Input for this task ::
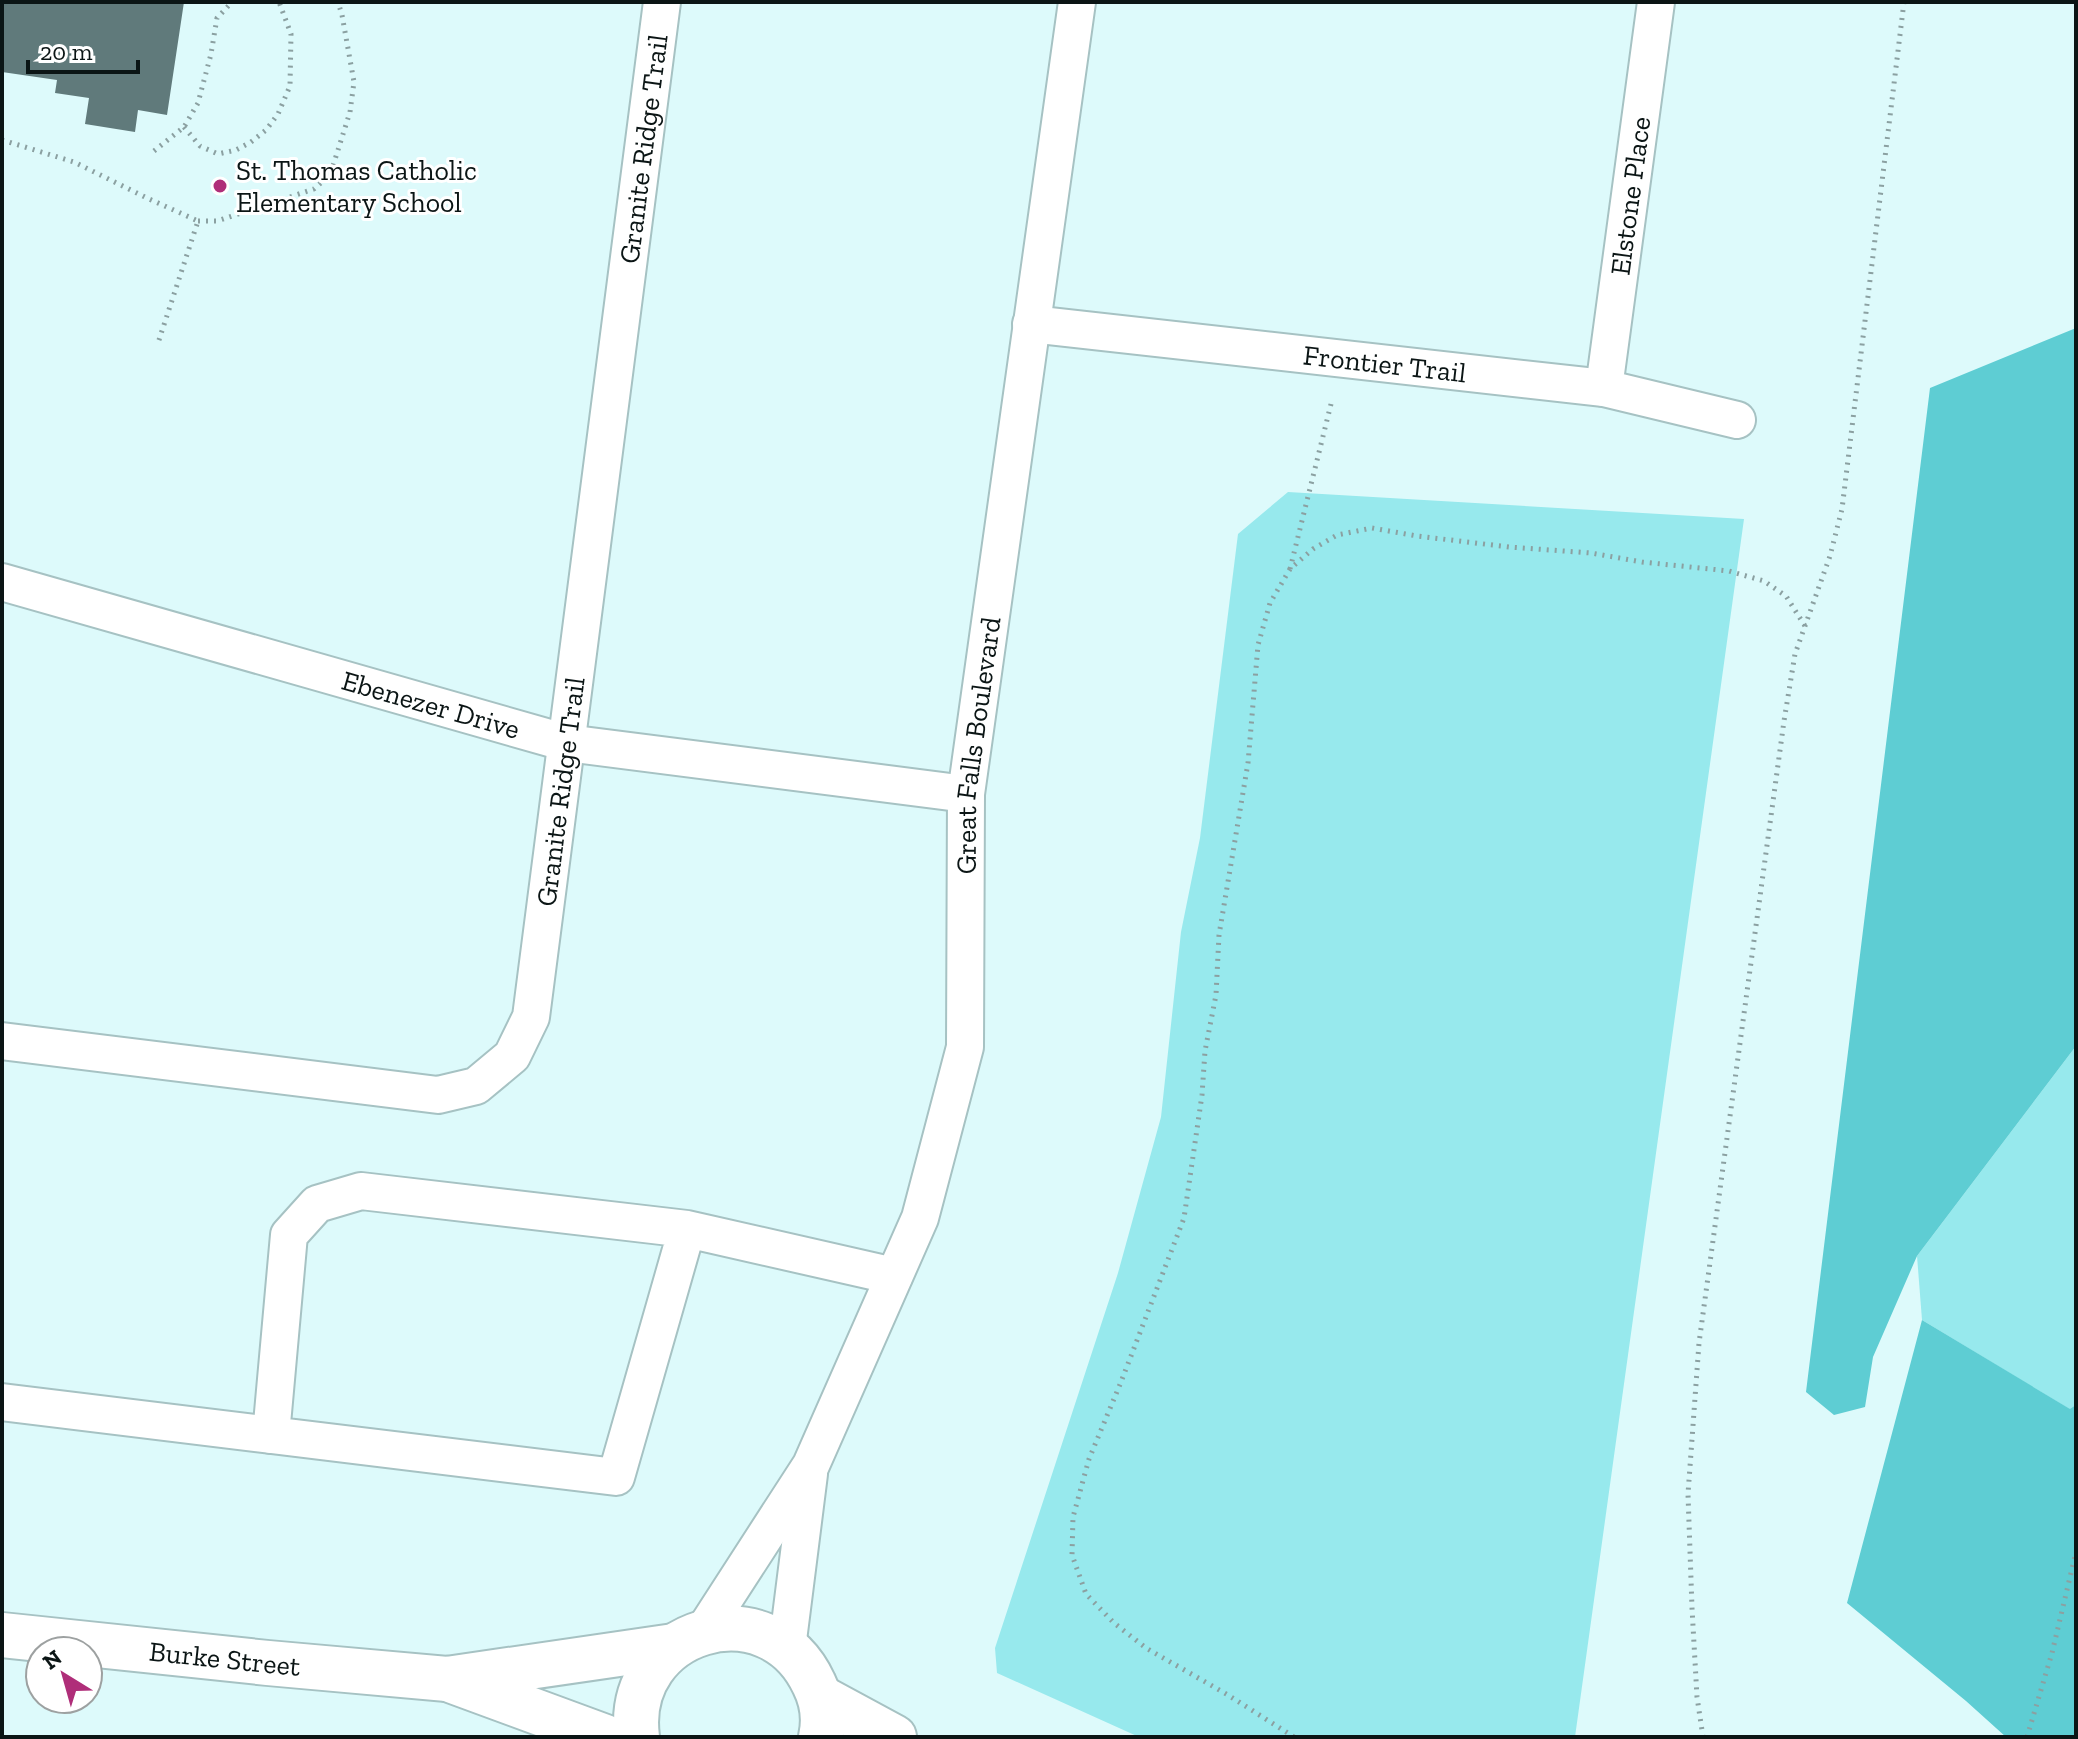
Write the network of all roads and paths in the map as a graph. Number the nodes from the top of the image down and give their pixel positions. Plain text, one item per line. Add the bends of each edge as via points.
1 (232, 2) edge
2 (279, 2) edge
3 (338, 2) edge
4 (662, 2) edge
5 (1077, 2) edge
6 (1656, 2) edge
7 (1904, 2) edge
8 (184, 127) junction
9 (2, 140) edge
10 (154, 151) dead end
11 (198, 221) junction
12 (1031, 324) junction
13 (158, 343) dead end
14 (1604, 388) junction
15 (1332, 400) dead end
16 (1737, 420) dead end
17 (1290, 569) junction
18 (2, 582) edge
19 (1805, 626) junction
20 (567, 743) junction
21 (966, 794) junction
22 (2, 1041) edge
23 (687, 1229) junction
24 (894, 1276) junction
25 (2, 1402) edge
26 (271, 1435) junction
27 (811, 1465) junction
28 (2076, 1552) edge
29 (2, 1635) edge
30 (689, 1639) junction
31 (787, 1648) junction
32 (447, 1679) junction
33 (820, 1717) edge
34 (605, 1737) edge
35 (637, 1737) edge
36 (894, 1737) edge
37 (1294, 1737) edge
38 (1703, 1737) edge
39 (2027, 1737) edge

1 - 8 path via 217,18 198,103
2 - 8 path via 291,34 290,86 266,130 236,150 218,154 200,146
3 - 11 path via 354,82 332,169 314,189 217,221
4 - 20 street, Granite Ridge Trail
5 - 12 street, Great Falls Boulevard
6 - 14 street, Elstone Place
7 - 19 path via 1842,509
8 - 10 path
9 - 11 path via 74,162
11 - 13 path
12 - 14 street, Frontier Trail
12 - 21 street, Great Falls Boulevard
14 - 16 street, Frontier Trail
15 - 17 path
17 - 19 path via 1337,535 1372,528 1729,571 1764,581 1786,596
17 - 37 path via 1270,603 1258,645 1248,763 1219,935 1216,995 1184,1218 1089,1459 1073,1517 1072,1555 1086,1594 1114,1623
18 - 20 street, Ebenezer Drive
19 - 38 path via 1784,721 1699,1343 1688,1494
20 - 21 street, Ebenezer Drive
20 - 22 street, Granite Ridge Trail via 531,1017 512,1056 476,1086 438,1095
21 - 24 street, Great Falls Boulevard via 965,1047 920,1218
23 - 24 street
23 - 26 street via 616,1477
23 - 26 street via 361,1191 317,1204 289,1235
24 - 27 street, Great Falls Boulevard
25 - 26 street
27 - 30 street, Great Falls Boulevard
27 - 31 street, Great Falls Boulevard
28 - 39 path
29 - 32 street, Burke Street
30 - 31 street, Burke Street via 732,1628 761,1633
30 - 32 street, Burke Street
30 - 35 street via 653,1666 640,1692
31 - 33 street via 807,1669
32 - 34 street, Burke Street
33 - 36 street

Goal of the exercise ::
With no pictures included, write out the entries exactly.

Result ::
Write the network of all roads and paths in the map as a graph. Number the nodes from the top of the image down and give their pixel positions. Plain text, one item per line. Add the bends of each edge as via points.
1 (232, 2) edge
2 (279, 2) edge
3 (338, 2) edge
4 (662, 2) edge
5 (1077, 2) edge
6 (1656, 2) edge
7 (1904, 2) edge
8 (184, 127) junction
9 (2, 140) edge
10 (154, 151) dead end
11 (198, 221) junction
12 (1031, 324) junction
13 (158, 343) dead end
14 (1604, 388) junction
15 (1332, 400) dead end
16 (1737, 420) dead end
17 (1290, 569) junction
18 (2, 582) edge
19 (1805, 626) junction
20 (567, 743) junction
21 (966, 794) junction
22 (2, 1041) edge
23 (687, 1229) junction
24 (894, 1276) junction
25 (2, 1402) edge
26 (271, 1435) junction
27 (811, 1465) junction
28 (2076, 1552) edge
29 (2, 1635) edge
30 (689, 1639) junction
31 (787, 1648) junction
32 (447, 1679) junction
33 (820, 1717) edge
34 (605, 1737) edge
35 (637, 1737) edge
36 (894, 1737) edge
37 (1294, 1737) edge
38 (1703, 1737) edge
39 (2027, 1737) edge

1 - 8 path via 217,18 198,103
2 - 8 path via 291,34 290,86 266,130 236,150 218,154 200,146
3 - 11 path via 354,82 332,169 314,189 217,221
4 - 20 street, Granite Ridge Trail
5 - 12 street, Great Falls Boulevard
6 - 14 street, Elstone Place
7 - 19 path via 1842,509
8 - 10 path
9 - 11 path via 74,162
11 - 13 path
12 - 14 street, Frontier Trail
12 - 21 street, Great Falls Boulevard
14 - 16 street, Frontier Trail
15 - 17 path
17 - 19 path via 1337,535 1372,528 1729,571 1764,581 1786,596
17 - 37 path via 1270,603 1258,645 1248,763 1219,935 1216,995 1184,1218 1089,1459 1073,1517 1072,1555 1086,1594 1114,1623
18 - 20 street, Ebenezer Drive
19 - 38 path via 1784,721 1699,1343 1688,1494
20 - 21 street, Ebenezer Drive
20 - 22 street, Granite Ridge Trail via 531,1017 512,1056 476,1086 438,1095
21 - 24 street, Great Falls Boulevard via 965,1047 920,1218
23 - 24 street
23 - 26 street via 616,1477
23 - 26 street via 361,1191 317,1204 289,1235
24 - 27 street, Great Falls Boulevard
25 - 26 street
27 - 30 street, Great Falls Boulevard
27 - 31 street, Great Falls Boulevard
28 - 39 path
29 - 32 street, Burke Street
30 - 31 street, Burke Street via 732,1628 761,1633
30 - 32 street, Burke Street
30 - 35 street via 653,1666 640,1692
31 - 33 street via 807,1669
32 - 34 street, Burke Street
33 - 36 street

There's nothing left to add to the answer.